Line for line, return the data exactly, omitting all pictures.

[Pose landmark coordinates]
****

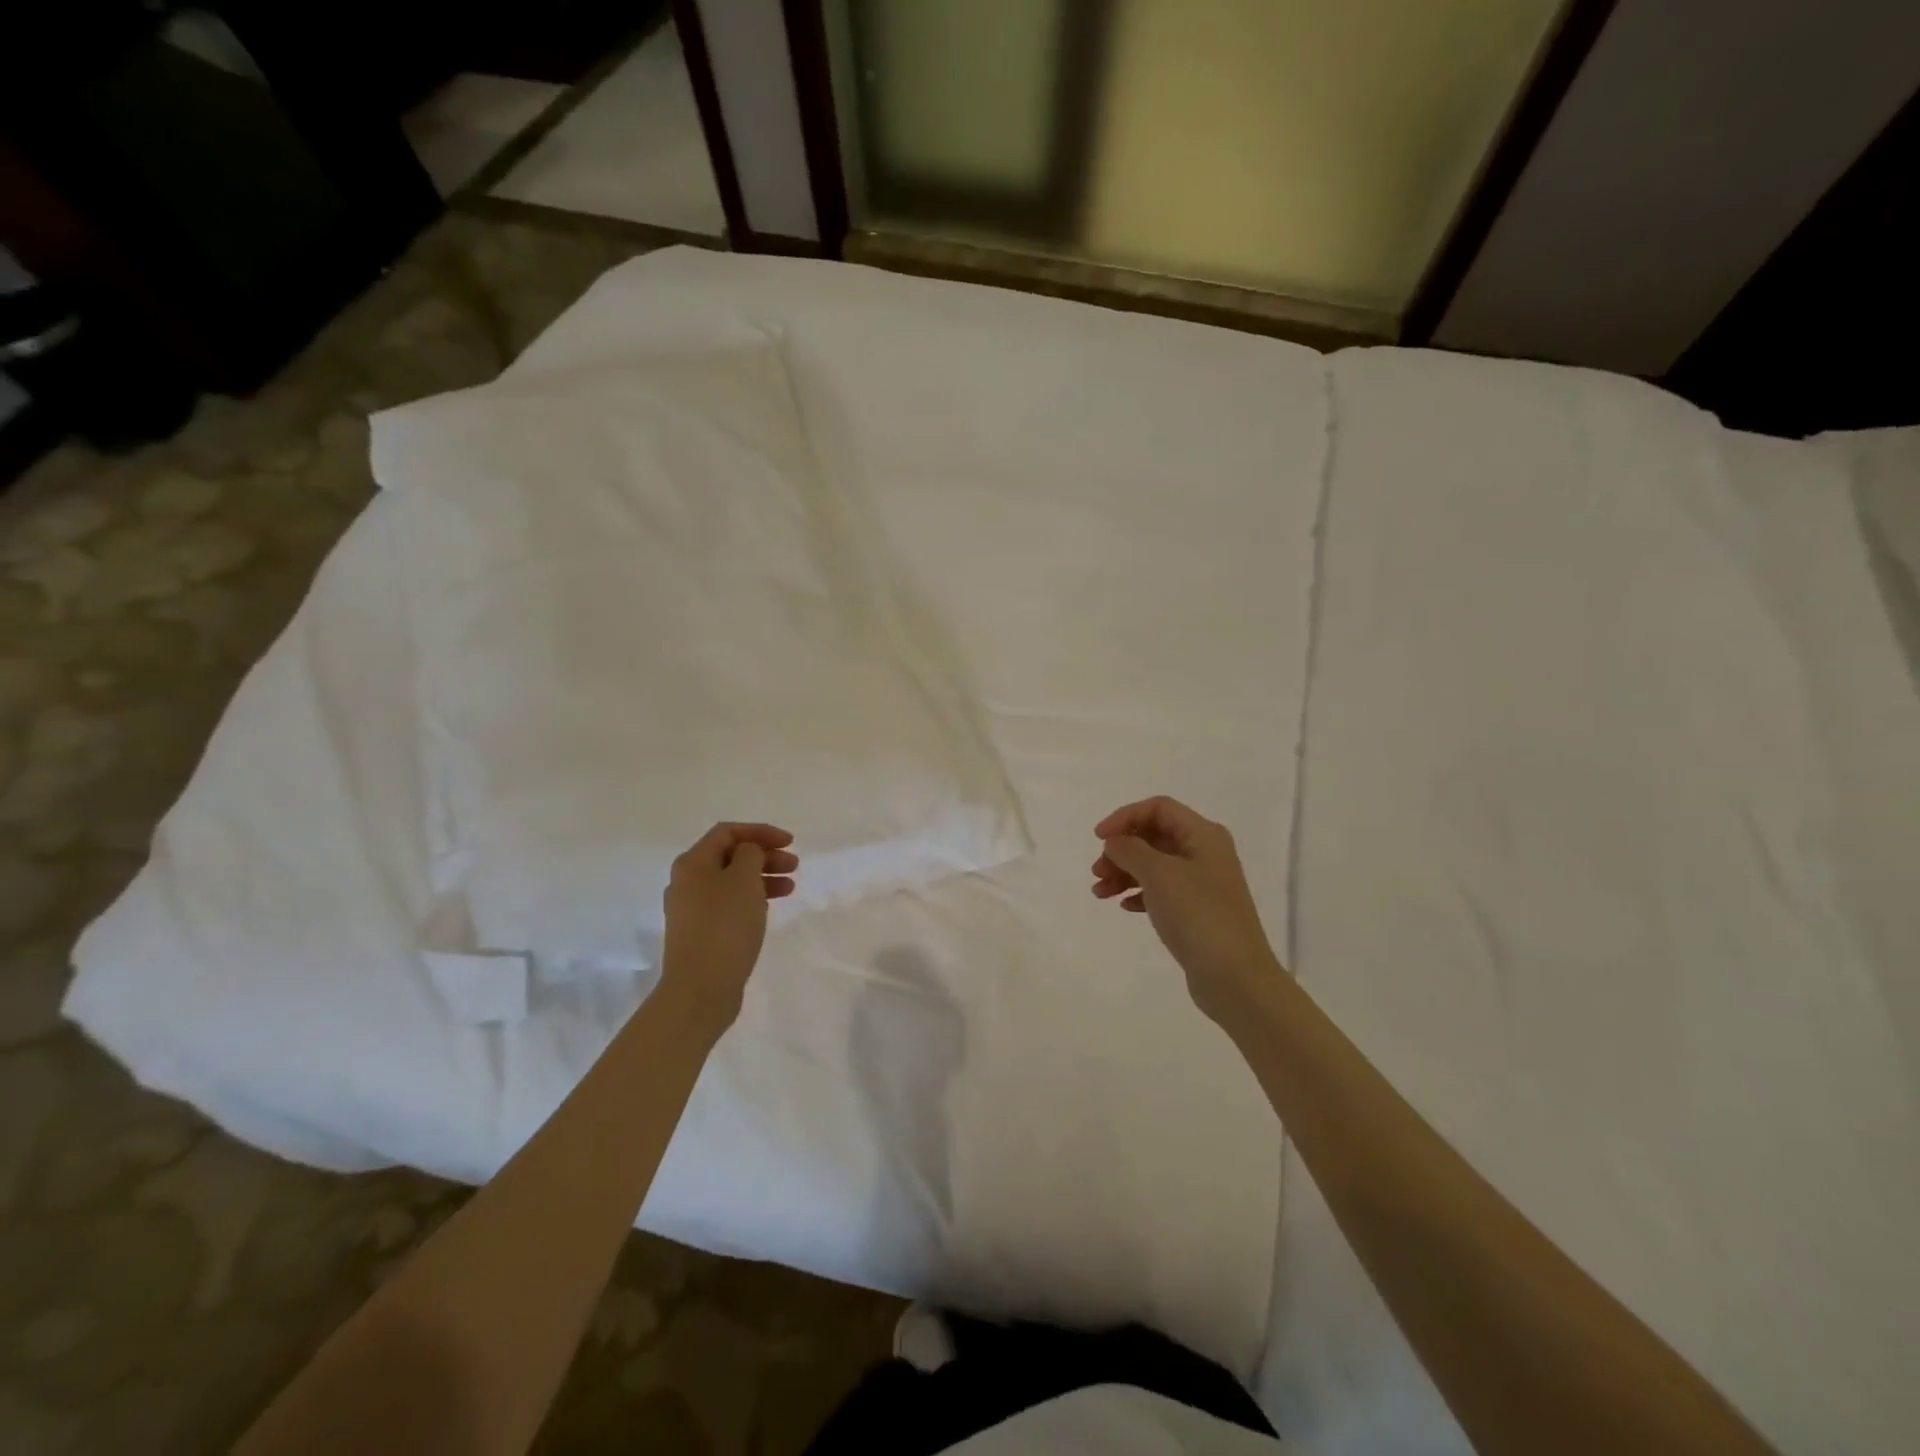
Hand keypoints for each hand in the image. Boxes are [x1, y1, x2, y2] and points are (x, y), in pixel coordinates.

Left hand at [659, 822, 797, 1028]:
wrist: (700, 988)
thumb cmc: (724, 926)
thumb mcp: (744, 879)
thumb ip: (750, 854)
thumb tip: (748, 853)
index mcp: (692, 863)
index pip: (727, 832)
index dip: (760, 831)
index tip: (790, 842)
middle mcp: (686, 882)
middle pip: (730, 856)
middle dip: (764, 855)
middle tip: (794, 865)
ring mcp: (691, 910)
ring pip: (731, 882)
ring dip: (762, 878)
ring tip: (790, 888)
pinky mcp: (700, 933)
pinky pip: (729, 904)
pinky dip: (751, 899)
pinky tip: (768, 908)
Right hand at [1092, 796, 1282, 1021]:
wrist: (1235, 977)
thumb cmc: (1198, 915)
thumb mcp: (1159, 874)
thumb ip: (1131, 850)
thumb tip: (1115, 841)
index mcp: (1203, 835)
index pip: (1158, 808)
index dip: (1125, 817)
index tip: (1098, 838)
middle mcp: (1205, 853)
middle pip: (1154, 836)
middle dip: (1122, 849)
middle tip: (1097, 872)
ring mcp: (1202, 883)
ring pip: (1155, 865)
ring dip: (1124, 873)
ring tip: (1100, 893)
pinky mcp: (1197, 911)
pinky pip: (1161, 891)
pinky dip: (1139, 893)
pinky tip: (1124, 907)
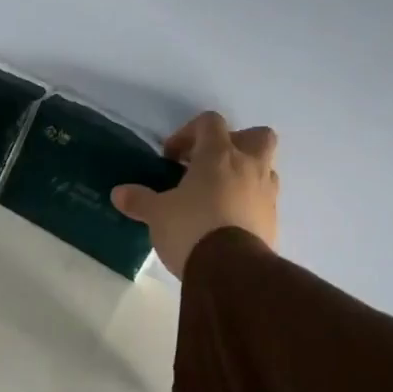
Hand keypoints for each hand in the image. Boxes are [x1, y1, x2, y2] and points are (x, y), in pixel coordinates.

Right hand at [111, 113, 278, 276]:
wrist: (231, 269)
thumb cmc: (191, 228)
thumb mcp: (157, 214)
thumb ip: (139, 200)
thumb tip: (119, 193)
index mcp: (218, 155)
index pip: (210, 122)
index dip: (189, 132)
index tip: (172, 157)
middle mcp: (249, 166)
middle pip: (257, 135)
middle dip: (235, 143)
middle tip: (210, 163)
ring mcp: (266, 193)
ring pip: (264, 168)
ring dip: (244, 173)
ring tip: (218, 194)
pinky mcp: (273, 220)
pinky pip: (263, 200)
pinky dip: (248, 202)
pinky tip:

****

- [SOLUTION TO THIS EXERCISE]:
Hand keypoints for each hand in the image. Boxes are [x1, y1, x2, y2] and points are (x, y), in pixel coordinates.

Left hand at [659, 822, 797, 1028]:
wrist: (700, 988)
thumb cmc: (724, 926)
thumb mcp: (744, 879)
thumb ip: (750, 854)
thumb tip: (748, 853)
index mcp: (692, 863)
index pip: (727, 832)
index dip: (760, 831)
index tip: (790, 842)
middle mcp: (686, 882)
middle pip: (730, 856)
middle dip: (764, 855)
middle tip: (794, 865)
ring mcp: (691, 910)
ring pip: (731, 882)
ring dip: (762, 878)
ring tip: (790, 888)
pinky mcp: (700, 933)
pinky pip: (729, 904)
pinky dip: (751, 899)
pinky tip: (768, 908)
Right hand at [1092, 796, 1282, 1021]:
wrist: (1235, 977)
thumb cmc: (1198, 915)
thumb mcp: (1159, 874)
thumb ip: (1131, 850)
thumb tip: (1115, 841)
index mcp: (1203, 835)
index pip: (1158, 808)
index dip: (1125, 817)
index tip: (1098, 838)
middle mcp: (1205, 853)
middle pip: (1154, 836)
middle dip: (1122, 849)
middle tip: (1097, 872)
ring mcp: (1202, 883)
ring pip: (1155, 865)
ring dip: (1124, 873)
ring tip: (1100, 893)
pinky mcp: (1197, 911)
pinky pip: (1161, 891)
pinky dip: (1139, 893)
pinky tip: (1124, 907)
Hand keypoints for each hand in the image. Boxes are [x1, y1, x2, y2] and points are (x, y), in pixel coordinates.

Right hand at [111, 113, 278, 276]:
wrist: (231, 269)
thumb cmc: (191, 228)
thumb mcp: (157, 214)
thumb ip: (139, 200)
thumb tip: (119, 193)
index mcp: (218, 155)
index pip: (210, 122)
index dip: (189, 132)
index tip: (172, 157)
middle mcp: (249, 166)
middle pip: (257, 135)
middle dip: (235, 143)
middle tip: (210, 163)
ring mcp: (266, 193)
ring pip: (264, 168)
ring dip: (244, 173)
ring tip: (218, 194)
pinky mcp: (273, 220)
pinky pip: (263, 200)
pinky dip: (248, 202)
pinky tip:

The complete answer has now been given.